Work task: Each entry needs to appear again, retyped exactly as it is below.

Saved entries:

────────────────

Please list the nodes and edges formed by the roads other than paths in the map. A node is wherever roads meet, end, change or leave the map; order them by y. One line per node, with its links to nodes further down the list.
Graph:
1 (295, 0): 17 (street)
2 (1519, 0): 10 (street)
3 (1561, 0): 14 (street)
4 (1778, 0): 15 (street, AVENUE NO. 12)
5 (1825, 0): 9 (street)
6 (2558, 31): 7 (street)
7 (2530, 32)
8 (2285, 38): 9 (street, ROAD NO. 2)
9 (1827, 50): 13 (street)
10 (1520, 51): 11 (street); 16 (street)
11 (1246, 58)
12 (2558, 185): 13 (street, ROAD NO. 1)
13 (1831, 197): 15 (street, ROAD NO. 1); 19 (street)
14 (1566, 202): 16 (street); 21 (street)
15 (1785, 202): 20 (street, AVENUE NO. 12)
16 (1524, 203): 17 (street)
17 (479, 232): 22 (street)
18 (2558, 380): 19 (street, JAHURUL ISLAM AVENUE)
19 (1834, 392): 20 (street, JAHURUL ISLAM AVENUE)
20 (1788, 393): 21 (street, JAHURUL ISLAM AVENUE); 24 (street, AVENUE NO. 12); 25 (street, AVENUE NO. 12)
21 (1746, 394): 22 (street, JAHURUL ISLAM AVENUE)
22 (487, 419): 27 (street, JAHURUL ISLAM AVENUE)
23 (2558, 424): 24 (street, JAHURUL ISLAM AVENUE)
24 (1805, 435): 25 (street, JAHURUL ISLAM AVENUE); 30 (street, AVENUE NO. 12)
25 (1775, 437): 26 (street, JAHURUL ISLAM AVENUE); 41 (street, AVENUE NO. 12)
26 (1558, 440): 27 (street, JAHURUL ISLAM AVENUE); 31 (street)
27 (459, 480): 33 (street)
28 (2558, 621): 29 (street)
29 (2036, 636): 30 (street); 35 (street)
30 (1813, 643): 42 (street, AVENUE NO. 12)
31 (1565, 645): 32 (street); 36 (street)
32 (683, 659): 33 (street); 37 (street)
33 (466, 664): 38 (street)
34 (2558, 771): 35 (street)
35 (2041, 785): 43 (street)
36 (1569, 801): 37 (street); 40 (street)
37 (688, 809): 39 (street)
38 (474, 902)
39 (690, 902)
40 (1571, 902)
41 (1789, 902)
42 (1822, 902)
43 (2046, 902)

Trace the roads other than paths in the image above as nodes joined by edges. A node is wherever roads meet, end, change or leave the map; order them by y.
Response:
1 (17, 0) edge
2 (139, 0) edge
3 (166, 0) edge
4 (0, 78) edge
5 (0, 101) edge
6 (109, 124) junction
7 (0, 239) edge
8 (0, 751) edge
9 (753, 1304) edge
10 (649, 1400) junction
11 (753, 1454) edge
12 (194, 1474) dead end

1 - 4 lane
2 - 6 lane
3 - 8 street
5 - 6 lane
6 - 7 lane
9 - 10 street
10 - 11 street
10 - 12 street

────────────────

Final answer:
Please list the nodes and edges formed by the roads other than paths in the map. A node is wherever roads meet, end, change or leave the map; order them by y. One line per node, with its links to nodes further down the list.
Graph:
1 (295, 0): 17 (street)
2 (1519, 0): 10 (street)
3 (1561, 0): 14 (street)
4 (1778, 0): 15 (street, AVENUE NO. 12)
5 (1825, 0): 9 (street)
6 (2558, 31): 7 (street)
7 (2530, 32)
8 (2285, 38): 9 (street, ROAD NO. 2)
9 (1827, 50): 13 (street)
10 (1520, 51): 11 (street); 16 (street)
11 (1246, 58)
12 (2558, 185): 13 (street, ROAD NO. 1)
13 (1831, 197): 15 (street, ROAD NO. 1); 19 (street)
14 (1566, 202): 16 (street); 21 (street)
15 (1785, 202): 20 (street, AVENUE NO. 12)
16 (1524, 203): 17 (street)
17 (479, 232): 22 (street)
18 (2558, 380): 19 (street, JAHURUL ISLAM AVENUE)
19 (1834, 392): 20 (street, JAHURUL ISLAM AVENUE)
20 (1788, 393): 21 (street, JAHURUL ISLAM AVENUE); 24 (street, AVENUE NO. 12); 25 (street, AVENUE NO. 12)
21 (1746, 394): 22 (street, JAHURUL ISLAM AVENUE)
22 (487, 419): 27 (street, JAHURUL ISLAM AVENUE)
23 (2558, 424): 24 (street, JAHURUL ISLAM AVENUE)
24 (1805, 435): 25 (street, JAHURUL ISLAM AVENUE); 30 (street, AVENUE NO. 12)
25 (1775, 437): 26 (street, JAHURUL ISLAM AVENUE); 41 (street, AVENUE NO. 12)
26 (1558, 440): 27 (street, JAHURUL ISLAM AVENUE); 31 (street)
27 (459, 480): 33 (street)
28 (2558, 621): 29 (street)
29 (2036, 636): 30 (street); 35 (street)
30 (1813, 643): 42 (street, AVENUE NO. 12)
31 (1565, 645): 32 (street); 36 (street)
32 (683, 659): 33 (street); 37 (street)
33 (466, 664): 38 (street)
34 (2558, 771): 35 (street)
35 (2041, 785): 43 (street)
36 (1569, 801): 37 (street); 40 (street)
37 (688, 809): 39 (street)
38 (474, 902)
39 (690, 902)
40 (1571, 902)
41 (1789, 902)
42 (1822, 902)
43 (2046, 902)

Trace the roads other than paths in the image above as nodes joined by edges. A node is wherever roads meet, end, change or leave the map; order them by y.
Response:
1 (17, 0) edge
2 (139, 0) edge
3 (166, 0) edge
4 (0, 78) edge
5 (0, 101) edge
6 (109, 124) junction
7 (0, 239) edge
8 (0, 751) edge
9 (753, 1304) edge
10 (649, 1400) junction
11 (753, 1454) edge
12 (194, 1474) dead end

1 - 4 lane
2 - 6 lane
3 - 8 street
5 - 6 lane
6 - 7 lane
9 - 10 street
10 - 11 street
10 - 12 street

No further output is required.